Including debt consolidation, Secured Loans home-owner loans are available in varying amounts and for many different purposes. The amount borrowed is repaid monthly over a term agreed, which will usually ranges from three years and twenty five years. One can be charged with a penalty if one repays the loan earlier than agreed.
Interest are charged by the lenders on the amount that has been borrowed, which is referred to as the Annual Percentage Rate. The amount borrowed, the repayment term available and the A.P.R will all depend upon the equity of the property refered, the lender’s evaluation of the borrowers ability to repay the loan and other circumstances.
Subject to all these issues, one may be able to borrow up to 125% of the property value. The A.P.Rs quoted by the lender will usually be rates, which would act as a guide only as the exact rate offered will be on an individual basis. As a general rule, it is advisable to compare the A.P.Rs of different loans, as this is a good way to determine how competitive they are.

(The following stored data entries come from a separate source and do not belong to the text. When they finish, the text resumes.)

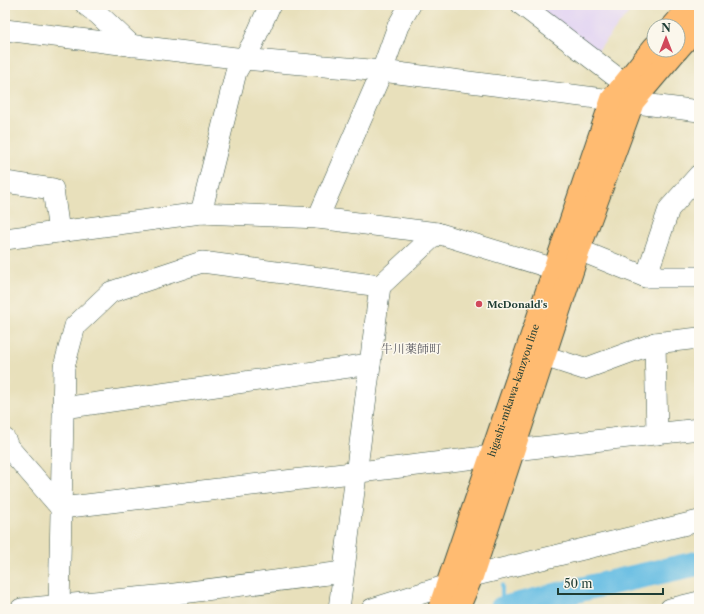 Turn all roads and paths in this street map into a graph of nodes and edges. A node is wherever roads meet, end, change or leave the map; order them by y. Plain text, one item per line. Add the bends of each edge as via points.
1 (86, 5) edge
2 (410, 5) edge
3 (522, 5) edge
4 (691, 5) edge
5 (268, 6) edge
6 (5, 30) edge
7 (686, 38) edge
8 (132, 46) junction
9 (647, 58) edge
10 (664, 58) edge
11 (244, 59) junction
12 (382, 71) junction
13 (623, 95) junction
14 (699, 111) edge
15 (5, 182) edge
16 (695, 185) edge
17 (201, 213) junction
18 (318, 218) junction
19 (59, 232) junction
20 (437, 233) junction
21 (5, 239) edge
22 (579, 250) junction
23 (555, 269) junction
24 (646, 277) junction
25 (699, 277) edge
26 (380, 286) junction
27 (699, 338) edge
28 (655, 343) junction
29 (544, 356) junction
30 (370, 364) junction
31 (63, 408) junction
32 (699, 429) edge
33 (657, 434) junction
34 (6, 446) edge
35 (514, 450) junction
36 (492, 456) junction
37 (356, 472) junction
38 (60, 508) junction
39 (699, 521) edge
40 (343, 572) junction
41 (455, 593) edge
42 (699, 602) edge
43 (59, 607) edge
44 (21, 609) edge
45 (339, 609) edge
46 (372, 609) edge
47 (670, 609) edge

1 - 8 street
2 - 12 street via 398,26
3 - 13 street
4 - 7 main road, higashi-mikawa-kanzyou line
5 - 11 street
6 - 8 street
8 - 11 street
9 - 13 main road, higashi-mikawa-kanzyou line
10 - 13 main road, higashi-mikawa-kanzyou line
11 - 12 street
11 - 17 street via 236,72
12 - 13 street
12 - 18 street
13 - 14 street
13 - 22 main road, higashi-mikawa-kanzyou line
13 - 23 main road, higashi-mikawa-kanzyou line
15 - 19 street via 53,189
16 - 24 street via 669,209
17 - 18 street
17 - 19 street
18 - 20 street
19 - 21 street
20 - 23 street
20 - 26 street
22 - 24 street
22 - 29 main road, higashi-mikawa-kanzyou line
23 - 36 main road, higashi-mikawa-kanzyou line
24 - 25 street
26 - 30 street
26 - 31 street via 202,262 111,292 75,326 64,367
27 - 28 street
28 - 29 street via 584,369
28 - 33 street
29 - 35 main road, higashi-mikawa-kanzyou line
30 - 31 street
30 - 37 street
31 - 38 street
32 - 33 street
33 - 35 street
34 - 38 street
35 - 36 street
35 - 41 main road, higashi-mikawa-kanzyou line
36 - 37 street
36 - 41 main road, higashi-mikawa-kanzyou line
37 - 38 street
37 - 40 street
38 - 43 street
39 - 41 street
40 - 43 street
40 - 45 street
41 - 46 street
42 - 47 street
43 - 44 street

On a daily basis, Secured Loans are much more easier to obtain than unsecured loans. This is because the lender has the added benefit of security, which provides protection in the event of a customer’s inability to repay. This also means that persons who are self-employed, have recently changed jobs or who have adverse credit can opt for a loan. They are also useful for larger amounts or where the applicant requires a longer repayment period.

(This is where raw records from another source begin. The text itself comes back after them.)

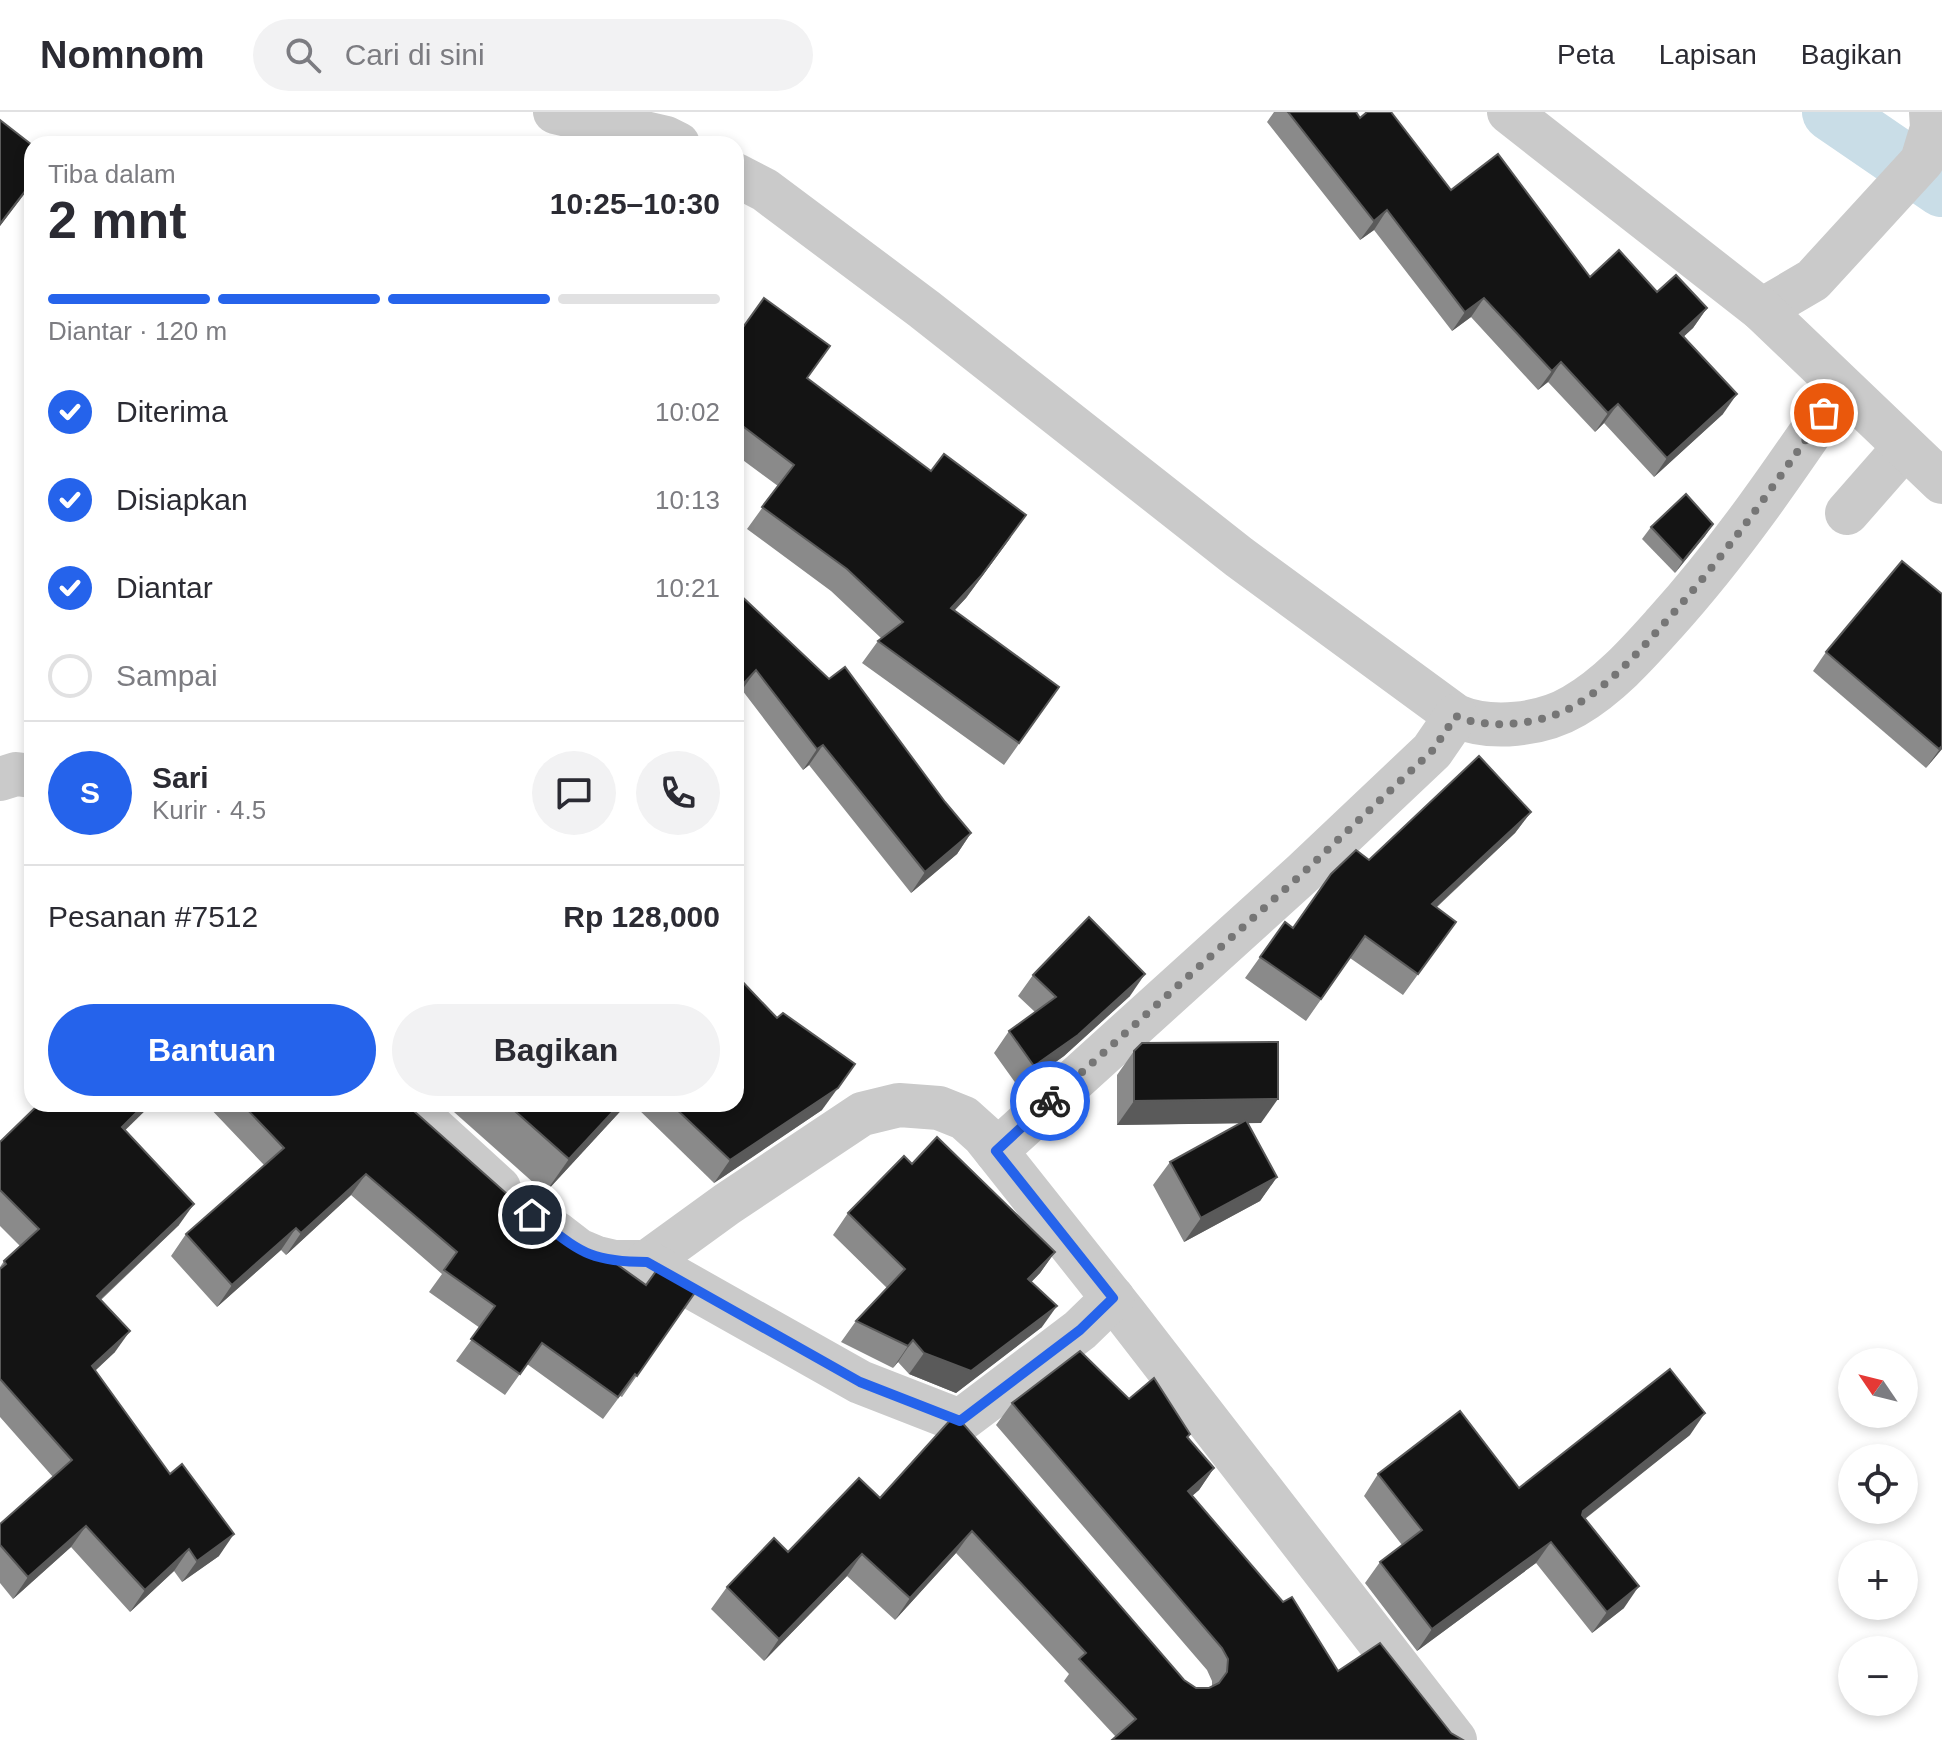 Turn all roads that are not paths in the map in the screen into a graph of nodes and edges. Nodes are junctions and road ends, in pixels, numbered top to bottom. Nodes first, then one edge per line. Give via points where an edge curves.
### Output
1 (555, 112) edge
2 (1509, 112) edge
3 (1931, 112) edge
4 (657, 136) edge
5 (744, 179) edge
6 (1762, 310) junction
7 (1841, 388) junction
8 (1904, 448) junction
9 (1942, 482) edge
10 (1847, 513) dead end
11 (1456, 716) junction
12 (24, 775) edge
13 (0, 779) edge
14 (416, 1112) edge
15 (996, 1151) junction
16 (647, 1262) junction
17 (1113, 1298) junction
18 (1455, 1740) edge

1 - 4 street
2 - 6 street
3 - 6 street via 1922,161 1813,280
5 - 11 street
6 - 7 street
7 - 8 street
7 - 11 street via 1755,514 1626,666 1573,707 1521,724 1473,724
8 - 9 street
8 - 10 street
11 - 15 street via 1432,751 1303,873
12 - 13 street
14 - 16 street via 509,1197 578,1250 614,1262
15 - 16 street via 964,1118 939,1108 899,1105 862,1114
15 - 17 street
16 - 17 street via 860,1382 970,1433
17 - 18 street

While assessing the borrowers application the lender will consider the income and financial commitments to determine whether one can afford to take on and repay additional finance. They check at the past credit history and eye upon any adverse credit such as mortgage arrears, defaults or court judgements. All lenders insist that when an applicant is married, both parties should be named on the application form.
Lenders frequently tend to use credit evaluation and credit reference agencies to assess the stability of the borrower. This also brings up the address and electoral roll information. If one is refused a loan or wishes to make enquiries concerning the credit file one can demand of the credit reference agencies for a copy of the credit file. This kind of service generates a small fee.